If that solves the specific problem, then I think we can drill into the general problem in January.\

benclifford commented 10 months ago

Right now the resource specification looks like this from the parsl side:

1702576991.888290 2023-12-14 10:03:11 MainProcess-2098694 MainThread-140489703003968 parsl.executors.workqueue.executor:402 submit DEBUG: Got resource_specification: {'memory': 5120, 'cores': 1, 'disk': 0}

1702576991888399 2101488 TASK 1 WAITING 00038065_008_011 FIRST_RESOURCES {"memory":[5120,"MB"],"disk":[0,"MB"],"cores":[1,"cores"]}

and Work Queue fluffs those parameters up into some bigger number in the RUNNING line:

1702576992598877 2101488 TASK 51 RUNNING 128.55.64.46:37894 FIRST_RESOURCES {"memory":[5333,"MB"],"disk":[144686,"MB"],"gpus":[0,"gpus"],"cores":[85,"cores"]}

Are you suggesting setting a non-zero disk usage here and expecting WQ to not inflate the usage like it is doing at the moment?
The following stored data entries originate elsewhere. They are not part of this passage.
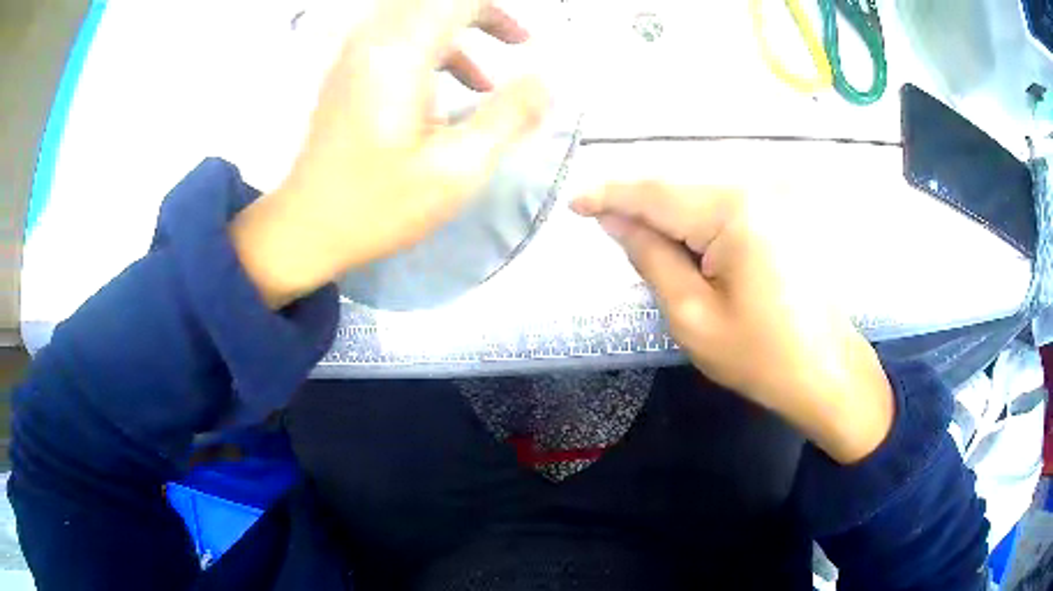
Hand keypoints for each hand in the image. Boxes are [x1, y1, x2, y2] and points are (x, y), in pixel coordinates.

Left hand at [231, 0, 548, 307]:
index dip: (496, 11)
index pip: (457, 1)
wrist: (306, 227)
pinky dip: (434, 50)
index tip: (525, 38)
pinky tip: (449, 93)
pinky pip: (399, 38)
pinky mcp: (350, 73)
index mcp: (400, 55)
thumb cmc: (377, 205)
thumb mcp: (456, 170)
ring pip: (417, 16)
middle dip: (482, 14)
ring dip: (459, 31)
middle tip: (517, 41)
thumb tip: (548, 82)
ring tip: (490, 78)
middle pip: (435, 2)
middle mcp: (375, 42)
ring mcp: (357, 55)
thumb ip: (508, 117)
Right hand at [572, 184, 894, 463]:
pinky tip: (683, 242)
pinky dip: (696, 222)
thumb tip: (616, 221)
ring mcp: (775, 200)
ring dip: (667, 215)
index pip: (656, 193)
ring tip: (638, 235)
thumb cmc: (760, 356)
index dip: (611, 195)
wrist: (827, 374)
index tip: (575, 204)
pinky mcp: (783, 216)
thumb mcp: (692, 315)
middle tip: (603, 223)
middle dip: (638, 205)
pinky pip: (725, 208)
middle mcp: (756, 190)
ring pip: (701, 196)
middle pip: (679, 189)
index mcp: (734, 212)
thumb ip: (651, 258)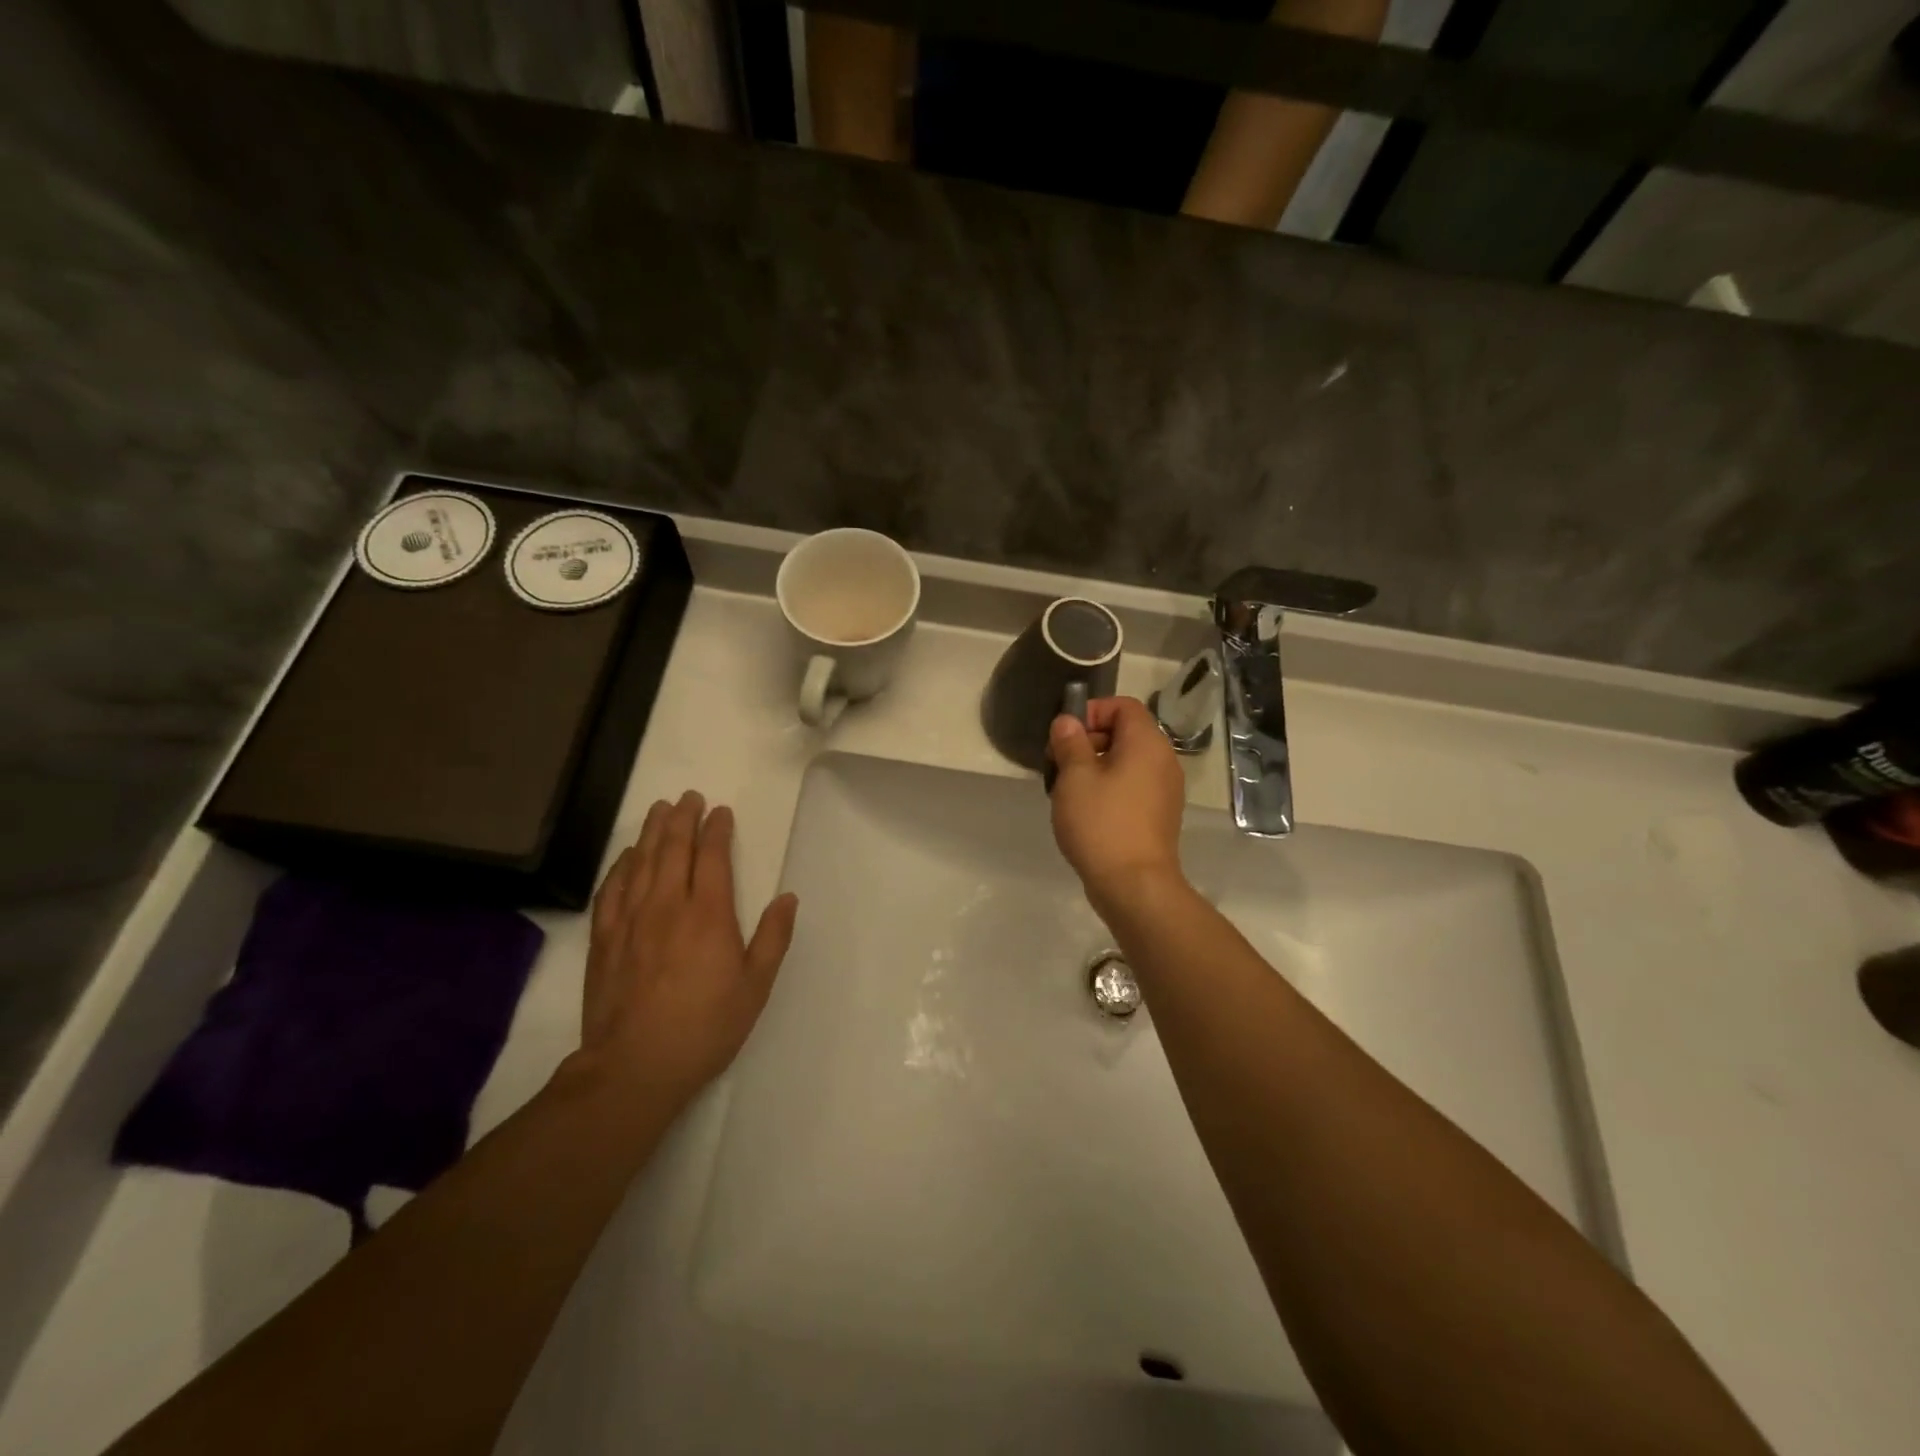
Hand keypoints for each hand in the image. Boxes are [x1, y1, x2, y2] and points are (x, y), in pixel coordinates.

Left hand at [579, 791, 798, 1109]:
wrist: (635, 1066)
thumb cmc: (706, 1026)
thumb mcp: (755, 986)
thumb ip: (772, 938)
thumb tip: (787, 898)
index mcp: (708, 914)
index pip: (712, 857)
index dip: (717, 830)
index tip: (721, 811)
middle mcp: (668, 906)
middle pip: (673, 850)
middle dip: (683, 819)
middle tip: (688, 797)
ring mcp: (631, 921)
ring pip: (641, 863)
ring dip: (652, 832)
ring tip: (660, 810)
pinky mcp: (604, 940)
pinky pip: (611, 891)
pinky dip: (621, 867)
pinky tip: (626, 857)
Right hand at [1048, 697, 1188, 911]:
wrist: (1134, 885)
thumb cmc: (1102, 822)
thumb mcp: (1075, 777)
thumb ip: (1070, 742)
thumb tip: (1067, 722)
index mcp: (1147, 743)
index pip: (1124, 706)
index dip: (1092, 711)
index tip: (1065, 735)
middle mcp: (1163, 761)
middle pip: (1125, 733)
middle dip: (1088, 740)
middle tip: (1058, 763)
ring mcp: (1165, 790)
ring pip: (1126, 762)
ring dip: (1095, 767)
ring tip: (1067, 790)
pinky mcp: (1159, 815)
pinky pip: (1132, 787)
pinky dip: (1109, 788)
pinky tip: (1085, 811)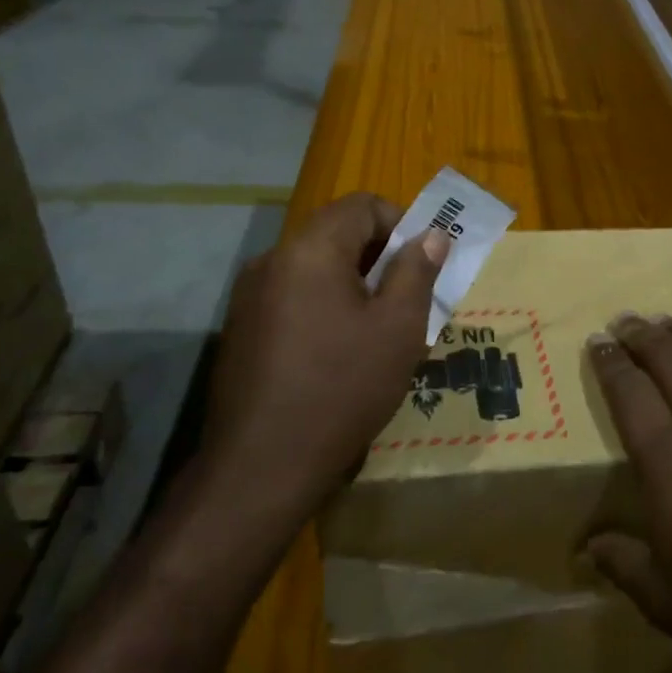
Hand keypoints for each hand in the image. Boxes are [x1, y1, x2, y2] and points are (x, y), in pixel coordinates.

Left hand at [198, 195, 445, 527]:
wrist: (261, 467)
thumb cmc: (342, 388)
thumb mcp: (398, 328)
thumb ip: (417, 271)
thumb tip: (431, 234)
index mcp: (310, 249)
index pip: (361, 205)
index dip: (401, 222)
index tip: (424, 261)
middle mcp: (272, 260)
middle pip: (335, 233)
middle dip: (378, 255)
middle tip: (407, 297)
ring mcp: (249, 296)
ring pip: (313, 267)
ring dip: (351, 282)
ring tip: (377, 328)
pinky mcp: (240, 329)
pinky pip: (292, 297)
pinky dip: (322, 306)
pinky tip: (337, 353)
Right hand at [583, 315, 671, 672]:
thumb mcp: (666, 601)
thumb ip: (621, 564)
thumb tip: (587, 548)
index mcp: (667, 459)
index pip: (628, 391)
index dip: (608, 362)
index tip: (597, 341)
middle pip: (667, 357)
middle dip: (640, 334)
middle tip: (625, 321)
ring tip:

dthain commented 9 months ago

Yes, I think the best workaround is for Parsl to give each task a small non-zero expected disk usage.

benclifford commented 9 months ago

I don't really understand what WQ is doing here for resource allocation. If I specify disk, cores, memory like this:

$ parsl-perf --time 1 --config parsl/tests/configs/workqueue_ex.py --resources '{"cores":1, "memory":2,"disk":3}'

then I see those three values reflected requested in the Work Queue transaction_log (via the codepath @dthain noted in his last comment):

1707304294110815 19397 TASK 1 WAITING app FIRST_RESOURCES {"memory":[2,"MB"],"disk":[3,"MB"],"cores":[1,"cores"]}

but then when that task begins to run, despite my explicit disk specification, WQ looks like it has still allocated it more disk than I explicitly requested:

1707304297048554 19397 TASK 1 RUNNING 172.17.0.2:37908  FIRST_RESOURCES {"memory":[1963,"MB"],"disk":[67,"MB"],"gpus":[0,"gpus"],"cores":[1,"cores"]}

It's increasing the disk allocation to 1/8th of what's available on the worker's current-directory filesystem (67MB = 18th of df reported 539M) - and likewise something similar with memory.

So I think (although I don't have a reproducible test case) the original problem is still happening here.